Aviation
HACIS NOTES INCREASED VOLUME OF TEMPERATURE-SENSITIVE E-COMMERCE SHIPMENTS IN HONG KONG
July 24, 2023
Credit: HACIS
Hong Kong Air Cargo Industry Services (Hacis) has opened a new climate-controlled facility to support the increasing volumes of perishables and temperature-sensitive goods entering and transiting the Hong Kong market.
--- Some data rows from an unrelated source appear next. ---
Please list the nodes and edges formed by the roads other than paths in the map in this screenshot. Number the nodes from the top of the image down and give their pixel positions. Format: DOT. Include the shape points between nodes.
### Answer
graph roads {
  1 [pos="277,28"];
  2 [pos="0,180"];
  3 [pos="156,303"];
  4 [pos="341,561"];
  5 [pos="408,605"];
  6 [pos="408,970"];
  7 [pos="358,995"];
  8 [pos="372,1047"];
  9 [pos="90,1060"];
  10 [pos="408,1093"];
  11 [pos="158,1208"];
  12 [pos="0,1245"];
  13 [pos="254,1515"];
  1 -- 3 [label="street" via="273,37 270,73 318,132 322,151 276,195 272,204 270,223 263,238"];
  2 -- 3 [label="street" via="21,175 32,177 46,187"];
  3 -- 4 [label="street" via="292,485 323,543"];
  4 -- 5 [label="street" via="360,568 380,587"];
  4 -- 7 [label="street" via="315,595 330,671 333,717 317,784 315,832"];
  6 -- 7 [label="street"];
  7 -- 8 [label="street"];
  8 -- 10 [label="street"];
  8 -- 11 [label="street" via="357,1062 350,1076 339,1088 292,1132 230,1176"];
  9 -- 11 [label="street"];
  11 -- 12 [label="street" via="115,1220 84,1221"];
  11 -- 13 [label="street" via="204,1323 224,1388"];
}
Hong Kong Air Cargo Industry Services (Hacis) has opened a new climate-controlled facility to support the increasing volumes of perishables and temperature-sensitive goods entering and transiting the Hong Kong market.

 

Ringo Chan, executive director of Hacis, told Asia Cargo News that the Covid-19 pandemic over the past years had driven increased consumption of fresh produce and other temperature-sensitive e-commerce items, thus the need to expand handling capabilities to serve the segment.

 

Regarding the announcement of the new climate-controlled facility, he explained that the decision to open Hacis’ Cool Zone was driven by the growth in cool chain shipments arriving at Hong Kong International Airport and destined for e-commerce customers.

 

“The Hacis E-commerce Fulfilment Centre needed to support this expansion of temperature-sensitive e-commerce business to various local and overseas destinations, and having reliable and efficient chiller facilities was essential to ensure the preservation of these shipments in prime condition,” he added.

 

In addition, Chan emphasized the importance of keeping the cargo handling time as short as possible for time- and temperature-sensitive perishables. In an earlier announcement, he said that the Cool Zone would take “no more than seven hours from unloading the cargo from the aircraft to finishing the fulfilment process.”

 

“For example, using Hacis’ Cool Zone would allow cargo arriving in Hong Kong to be quickly processed and delivered to local customers on the same day,” he said. “That probably won’t be possible if the consignee deals with the fulfilment process using a downtown facility.”

 

Hacis, the value-added logistics arm of the Hong Kong Air Cargo Terminals Limited (Hactl), expects the volume of temperature-sensitive cargo and perishables in Hong Kong to expand as demand remains high.

 

Chan noted, however, that perishables e-commerce traffic is “relatively new and small,“ so there’s still no meaningful historical data yet to show the growth trend in the segment.

 

“The pandemic increased household consumption of fresh foodstuff, and further growth will take place as markets and air services continue to recover post-Covid-19,“ Chan told Asia Cargo News. “So we expect continuing growth in online-to-offline (O2O) e-commerce, which will include the commodities for which this facility is designed.”

 

The new Cool Zone facility, directly linked to Hactl’s Super Terminal 1 automated Box Storage System (BSS), provides a total, climate-controlled handling solution. This minimizes the transit times for processing temperature-sensitive cargo before shipments are transported either to the agent’s warehouse or directly to customers.

 

According to Hacis, once the cargo is transferred to the Cool Zone, its staff performs all required processes, such as pick, pack and labelling, before loading the cargo onto temperature-controlled customer vehicles waiting at the facility’s dedicated truck docks.

 

Alternatively, orders can be delivered directly from the Cool Zone to the end customer by courier.

 

“Hacis’ Cool Zone is unique in providing a total one-stop-shop solution for temperature-sensitive commodities, with all processes carried out in controlled conditions. This supports the expansion of online-to-offline (O2O) e-commerce businesses to various local and overseas destinations,” said Chan.

 

The new facility also offers a handling area with temperatures down to 15°C and provides storage for chilled, fresh and frozen commodities ranging from +25°C to -25°C.

 

Chan said early users of the new temperature-controlled cargo facility had been importers of fruit, yoghurt, snowy mooncake and chocolates, with most traffic inbound from Asian counties. The regular shipments also comprise 100 pieces weighing 1 to 5 kilos each.

 

“We anticipate an increase in the amount of temperature-controlled cargo being handled as there is a growing demand for direct supply of products such as fruits from Japan and Korea,” he told Asia Cargo News.

 

Although plans could also include pharmaceuticals, the focus of the new Cool Zone facility is the perishables food segment, according to Chan. The recent investments made by Hactl and Hacis had positioned both companies firmly to cater to the current and expected future increase in volume within the segment.

 

“Hactl and Hacis’ recent investments in serving this traffic have placed us in a strong position to anticipate and accommodate further growth, and no further immediate investments are therefore considered necessary at this time,” he said.

 

“At this moment, we will focus on the demand for foodstuffs and fine-tune our facilities and services. We will review and explore the potential for pharma at a later stage,” said Chan.

 

The global cold chain market size, valued at US$279.94 billion in 2022, is expected to grow at a compound annual growth rate (CAGR) of 18.6% from 2023 to 2030, with Asia-Pacific anticipated to be the fastest-growing regional market over the projected period, according to a study by Grand View Research.